The Chicago Bears this week announced that, after 8 years, they were forced to return Jay Cutler, quarterback and werecat, to the shelter where they got him. The move is expected to save $2 million against the cap, although all parties agree that it is far too late to save the carpeting in the locker room.
“Like a lot of people, we were really excited to get Cutler 8 years ago”, said Ryan Pace, bears GM. “He was unbelievably talented and we really thought he’d make a great addition to the Bears’ family, motivate us to come together and lead us back to the Super Bowl.”

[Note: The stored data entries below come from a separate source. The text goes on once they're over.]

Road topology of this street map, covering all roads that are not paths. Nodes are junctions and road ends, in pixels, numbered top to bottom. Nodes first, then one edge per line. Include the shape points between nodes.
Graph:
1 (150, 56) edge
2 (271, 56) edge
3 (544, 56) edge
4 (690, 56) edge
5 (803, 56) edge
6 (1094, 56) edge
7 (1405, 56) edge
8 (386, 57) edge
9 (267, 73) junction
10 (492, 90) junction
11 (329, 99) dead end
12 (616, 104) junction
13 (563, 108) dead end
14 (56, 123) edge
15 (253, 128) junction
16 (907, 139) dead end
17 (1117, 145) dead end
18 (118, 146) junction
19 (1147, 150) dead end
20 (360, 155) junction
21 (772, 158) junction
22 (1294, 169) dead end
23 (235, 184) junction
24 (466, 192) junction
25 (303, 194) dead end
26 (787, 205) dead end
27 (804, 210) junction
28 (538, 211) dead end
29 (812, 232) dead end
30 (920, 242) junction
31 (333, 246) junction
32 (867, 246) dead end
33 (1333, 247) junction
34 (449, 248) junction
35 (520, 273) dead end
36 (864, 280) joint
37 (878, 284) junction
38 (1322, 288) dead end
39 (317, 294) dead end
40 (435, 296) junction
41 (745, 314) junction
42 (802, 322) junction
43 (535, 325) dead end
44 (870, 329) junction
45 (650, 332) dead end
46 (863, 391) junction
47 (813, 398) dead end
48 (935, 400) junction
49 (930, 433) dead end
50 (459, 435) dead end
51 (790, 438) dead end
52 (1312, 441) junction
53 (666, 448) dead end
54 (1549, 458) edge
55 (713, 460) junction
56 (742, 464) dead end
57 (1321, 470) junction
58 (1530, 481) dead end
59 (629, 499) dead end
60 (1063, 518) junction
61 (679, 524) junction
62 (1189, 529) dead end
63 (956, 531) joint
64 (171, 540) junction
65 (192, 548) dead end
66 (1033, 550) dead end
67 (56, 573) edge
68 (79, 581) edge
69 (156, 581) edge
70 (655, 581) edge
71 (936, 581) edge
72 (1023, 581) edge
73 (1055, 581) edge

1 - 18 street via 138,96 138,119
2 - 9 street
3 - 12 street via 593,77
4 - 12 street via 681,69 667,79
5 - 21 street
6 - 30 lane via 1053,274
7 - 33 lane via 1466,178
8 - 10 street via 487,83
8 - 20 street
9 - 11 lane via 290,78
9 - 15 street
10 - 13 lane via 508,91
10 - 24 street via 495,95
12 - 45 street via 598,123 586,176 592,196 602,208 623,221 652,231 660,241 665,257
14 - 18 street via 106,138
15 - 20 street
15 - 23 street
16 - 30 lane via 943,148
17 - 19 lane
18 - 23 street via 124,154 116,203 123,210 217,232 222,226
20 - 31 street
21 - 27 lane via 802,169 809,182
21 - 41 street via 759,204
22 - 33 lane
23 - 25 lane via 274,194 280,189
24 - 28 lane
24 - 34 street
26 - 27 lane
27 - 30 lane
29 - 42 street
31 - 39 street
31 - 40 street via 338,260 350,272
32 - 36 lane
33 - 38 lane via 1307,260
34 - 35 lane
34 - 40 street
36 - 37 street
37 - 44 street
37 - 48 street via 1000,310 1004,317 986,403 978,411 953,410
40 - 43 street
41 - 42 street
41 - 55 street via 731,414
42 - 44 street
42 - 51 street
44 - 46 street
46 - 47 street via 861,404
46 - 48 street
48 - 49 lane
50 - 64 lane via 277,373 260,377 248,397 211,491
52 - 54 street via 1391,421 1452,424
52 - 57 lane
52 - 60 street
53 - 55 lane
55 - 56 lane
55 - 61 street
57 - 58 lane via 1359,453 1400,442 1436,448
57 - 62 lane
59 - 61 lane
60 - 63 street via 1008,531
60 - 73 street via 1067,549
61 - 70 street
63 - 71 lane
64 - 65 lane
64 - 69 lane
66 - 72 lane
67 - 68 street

Cutler, who like many rescue animals hailed from Tennessee, was indeed considered a potential savior to the Bears’ franchise but, as Pace went on to say, the Bears soon learned that cats aren’t always what they seem. “At first Cutler really seemed to be doing his job. He learned the playbook, hit the open man in stride and kept the mice out of the locker room.” As he aged, however, Pace noticed a lot of changes in Cutler. “He just wasn’t as motivated as he used to be. He hurt his knee and seemed to grow resentful when everyone started to pay attention to the new cat who came in while he was at the vets.” (Editor’s note: that cat, Hanie, hasn’t been seen for quite a while; speculation is that a coyote got him) Pace went on: “He seemed to stop caring: he just sat around and stared, no matter how well or poorly the team was doing. All of which we could have put up, (I mean, if you’ve seen the care with which we assembled our offensive line you’d know we’re just as apathetic as any cat), but he stopped even pretending to chase mice and he’d taken to pissing in every corner of the locker room. Seriously, once we know he’s gone for good we’re just gonna haul those things out and burn them.”
Reached for comment Cutler arched his back, hissed at the reporter and then stalked away, pausing only to spray on a passer-by’s shoe.
In lieu of flowers mourners are asked to spay and neuter their pets and to not have their children vaccinated.
*Post at the request of Cutler, so blame him, and in partial tribute to King Hippo’s cat, who would never, ever spray on your shoe.